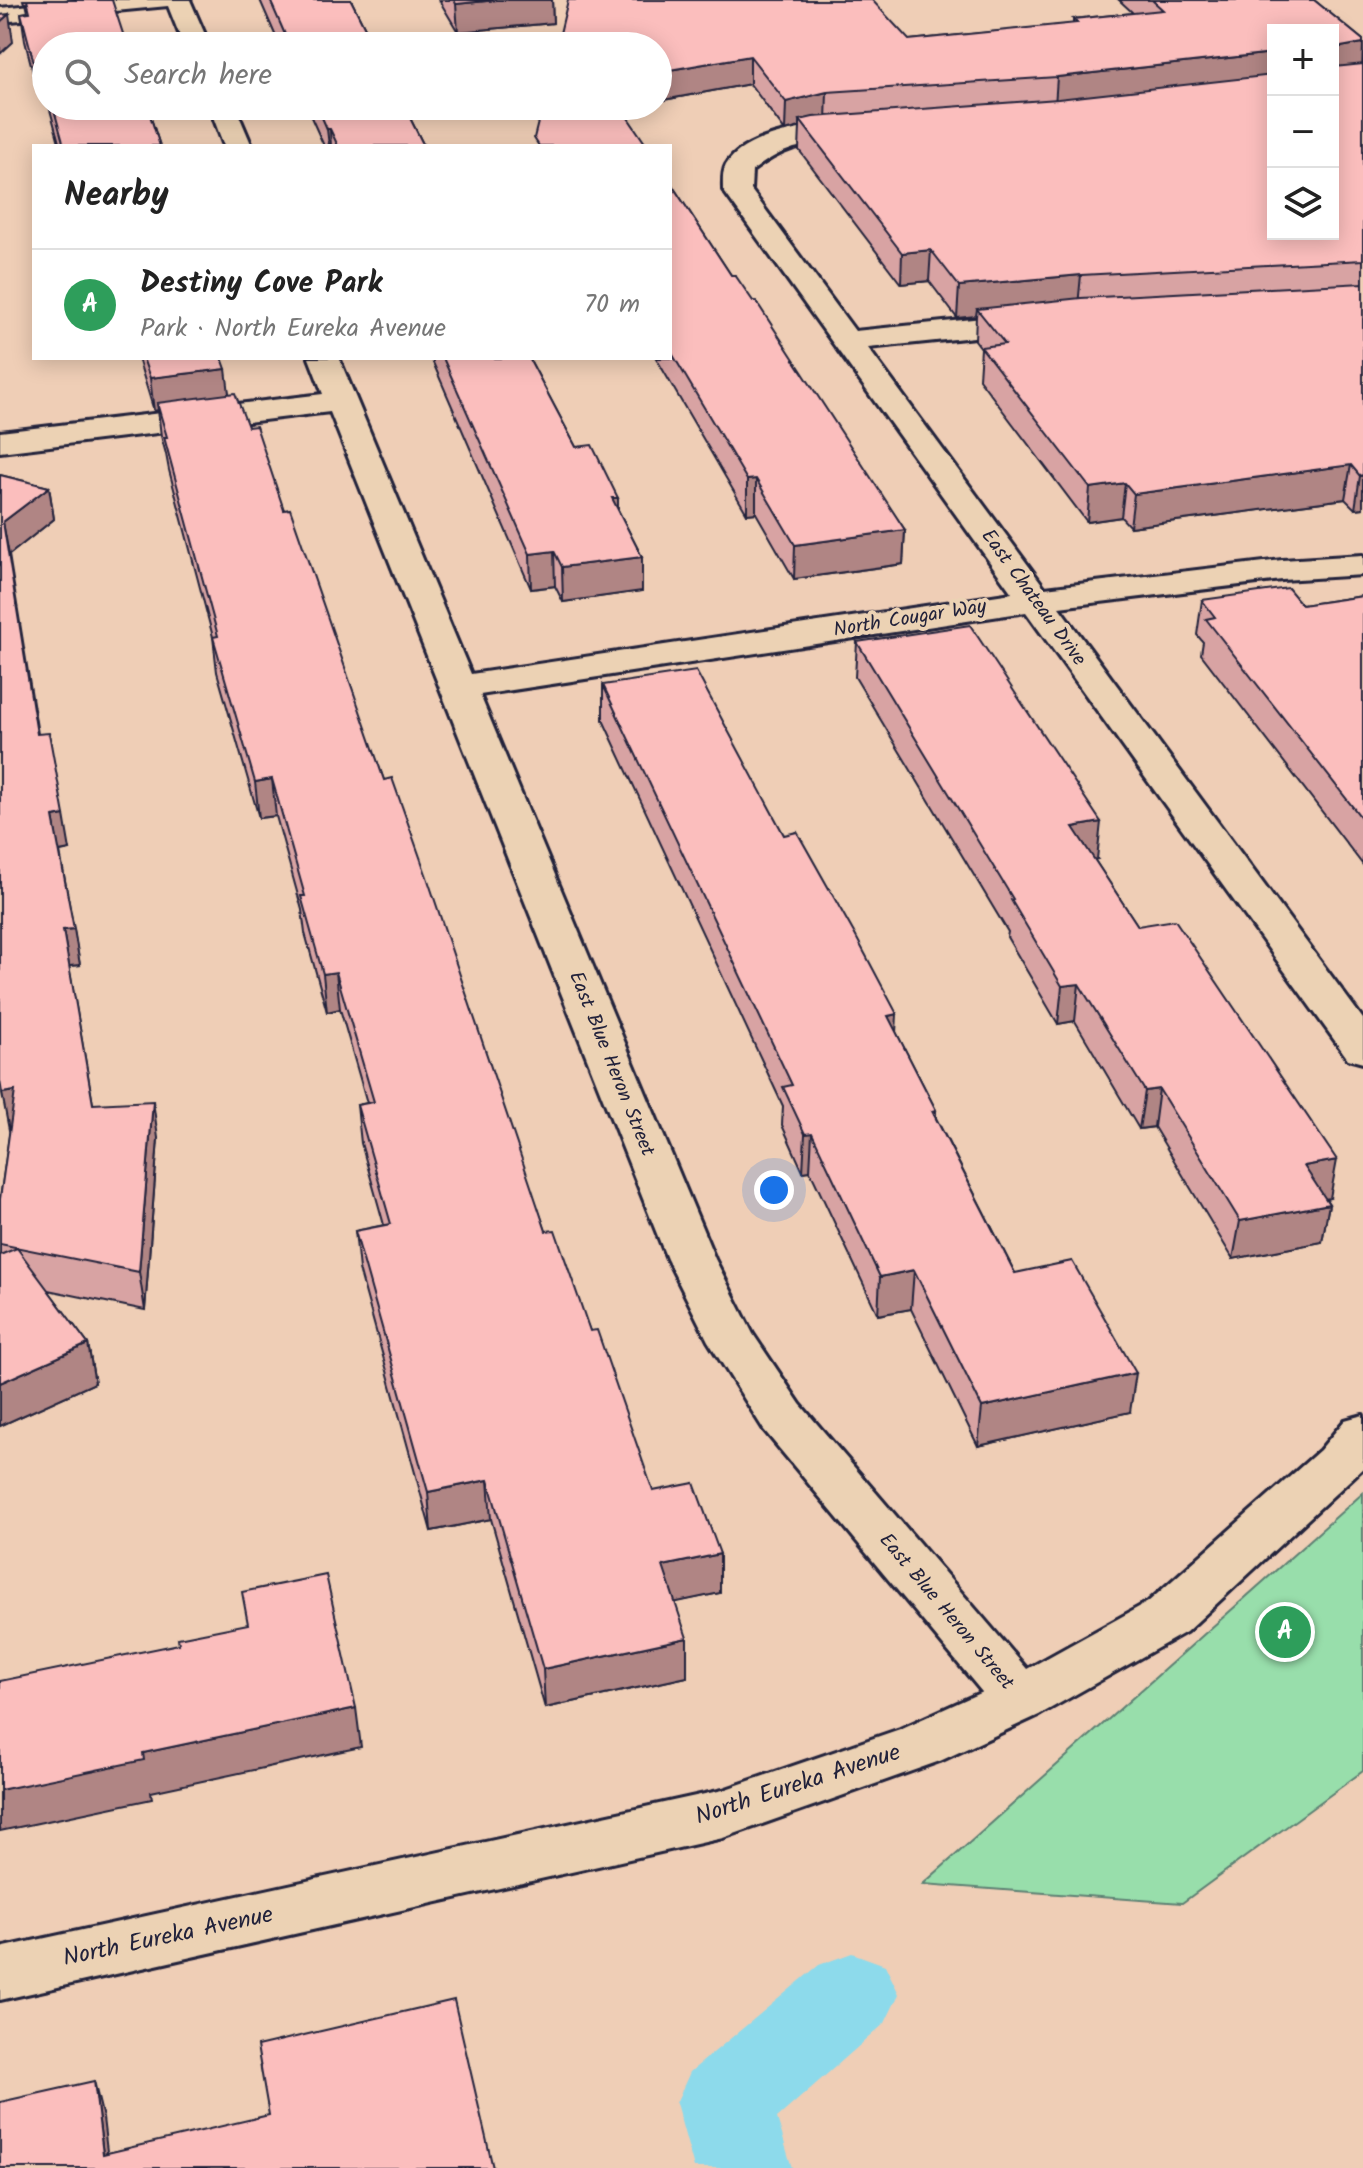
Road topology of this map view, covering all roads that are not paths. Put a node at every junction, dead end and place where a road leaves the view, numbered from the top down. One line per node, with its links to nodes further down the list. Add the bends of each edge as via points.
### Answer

· · · · ·

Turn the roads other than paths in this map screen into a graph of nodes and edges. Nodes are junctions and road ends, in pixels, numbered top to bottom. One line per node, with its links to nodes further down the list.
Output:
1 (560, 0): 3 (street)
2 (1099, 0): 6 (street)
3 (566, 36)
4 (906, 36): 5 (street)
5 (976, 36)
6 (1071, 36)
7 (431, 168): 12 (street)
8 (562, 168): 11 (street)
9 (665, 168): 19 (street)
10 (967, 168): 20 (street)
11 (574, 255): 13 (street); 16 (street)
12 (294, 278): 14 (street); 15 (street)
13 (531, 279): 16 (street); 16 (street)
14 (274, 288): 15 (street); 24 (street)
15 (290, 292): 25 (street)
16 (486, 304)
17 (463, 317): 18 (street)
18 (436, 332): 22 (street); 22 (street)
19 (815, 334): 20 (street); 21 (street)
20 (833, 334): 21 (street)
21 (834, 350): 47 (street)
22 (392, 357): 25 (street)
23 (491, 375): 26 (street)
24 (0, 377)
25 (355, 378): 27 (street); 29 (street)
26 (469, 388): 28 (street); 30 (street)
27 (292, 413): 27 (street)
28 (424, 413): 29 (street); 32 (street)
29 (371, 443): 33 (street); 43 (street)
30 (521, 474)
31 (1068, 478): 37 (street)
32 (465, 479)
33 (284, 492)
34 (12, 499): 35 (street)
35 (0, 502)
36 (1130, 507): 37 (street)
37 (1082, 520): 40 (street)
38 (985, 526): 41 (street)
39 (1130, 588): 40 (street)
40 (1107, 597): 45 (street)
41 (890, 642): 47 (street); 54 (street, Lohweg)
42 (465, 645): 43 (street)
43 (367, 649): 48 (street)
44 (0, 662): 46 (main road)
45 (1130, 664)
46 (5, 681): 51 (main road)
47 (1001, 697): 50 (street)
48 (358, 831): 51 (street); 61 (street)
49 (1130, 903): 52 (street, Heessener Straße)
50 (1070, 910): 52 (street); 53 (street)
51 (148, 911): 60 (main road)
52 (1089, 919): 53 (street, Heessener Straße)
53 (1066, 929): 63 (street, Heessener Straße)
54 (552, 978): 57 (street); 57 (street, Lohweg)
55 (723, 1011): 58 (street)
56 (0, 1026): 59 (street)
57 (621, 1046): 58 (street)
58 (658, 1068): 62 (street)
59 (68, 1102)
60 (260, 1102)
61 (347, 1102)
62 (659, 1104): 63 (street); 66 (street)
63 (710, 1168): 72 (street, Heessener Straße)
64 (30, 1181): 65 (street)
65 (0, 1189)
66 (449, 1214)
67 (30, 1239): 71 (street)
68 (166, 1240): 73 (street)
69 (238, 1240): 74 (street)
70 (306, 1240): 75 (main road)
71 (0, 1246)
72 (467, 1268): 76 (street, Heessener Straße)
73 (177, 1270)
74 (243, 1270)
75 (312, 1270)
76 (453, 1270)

· · · · ·

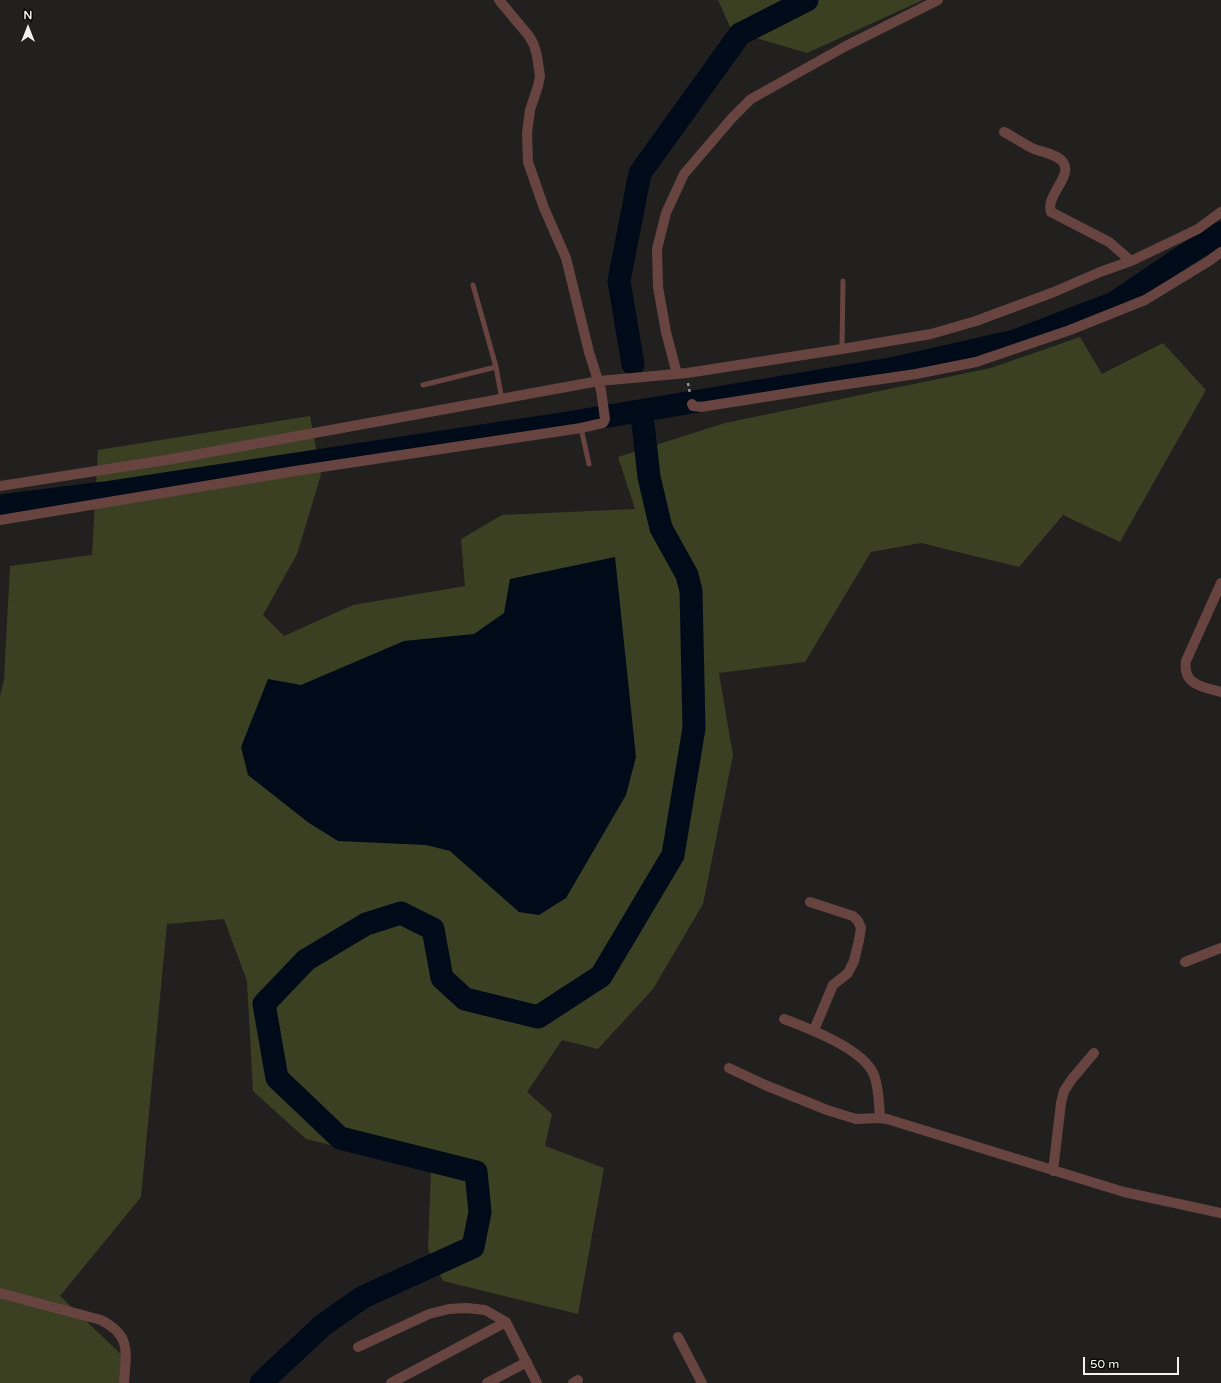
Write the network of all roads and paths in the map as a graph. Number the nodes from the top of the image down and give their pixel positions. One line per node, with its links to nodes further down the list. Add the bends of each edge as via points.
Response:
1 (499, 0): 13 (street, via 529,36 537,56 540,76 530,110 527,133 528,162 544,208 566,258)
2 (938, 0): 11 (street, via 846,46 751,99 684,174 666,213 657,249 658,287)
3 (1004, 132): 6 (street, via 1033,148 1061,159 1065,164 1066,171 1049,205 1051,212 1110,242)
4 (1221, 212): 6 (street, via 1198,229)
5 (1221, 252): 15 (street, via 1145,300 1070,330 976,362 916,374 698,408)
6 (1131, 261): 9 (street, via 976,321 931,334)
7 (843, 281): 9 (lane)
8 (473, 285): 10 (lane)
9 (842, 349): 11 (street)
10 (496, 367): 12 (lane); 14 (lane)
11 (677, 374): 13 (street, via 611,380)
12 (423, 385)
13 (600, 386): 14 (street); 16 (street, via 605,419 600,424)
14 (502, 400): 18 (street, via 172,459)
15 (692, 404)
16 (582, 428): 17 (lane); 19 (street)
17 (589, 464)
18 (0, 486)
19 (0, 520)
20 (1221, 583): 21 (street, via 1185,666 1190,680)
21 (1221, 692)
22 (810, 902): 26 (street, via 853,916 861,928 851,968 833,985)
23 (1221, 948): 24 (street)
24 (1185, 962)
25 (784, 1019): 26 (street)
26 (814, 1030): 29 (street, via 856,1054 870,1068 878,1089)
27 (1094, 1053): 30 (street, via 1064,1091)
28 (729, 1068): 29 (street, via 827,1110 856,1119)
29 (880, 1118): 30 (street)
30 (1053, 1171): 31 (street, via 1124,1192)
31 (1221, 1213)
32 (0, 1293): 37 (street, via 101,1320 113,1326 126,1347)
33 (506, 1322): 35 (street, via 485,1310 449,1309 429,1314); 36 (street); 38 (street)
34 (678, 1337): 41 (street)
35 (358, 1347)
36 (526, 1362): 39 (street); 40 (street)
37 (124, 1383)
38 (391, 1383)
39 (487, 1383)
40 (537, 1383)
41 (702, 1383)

· · · · ·

▸ Task: Where in the records does the word "bends" appear? Copy each line that holds it.

▸ Response:
Road topology of this map view, covering all roads that are not paths. Put a node at every junction, dead end and place where a road leaves the view, numbered from the top down. One line per node, with its links to nodes further down the list. Add the bends of each edge as via points.
Write the network of all roads and paths in the map as a graph. Number the nodes from the top of the image down and give their pixel positions. One line per node, with its links to nodes further down the list. Add the bends of each edge as via points.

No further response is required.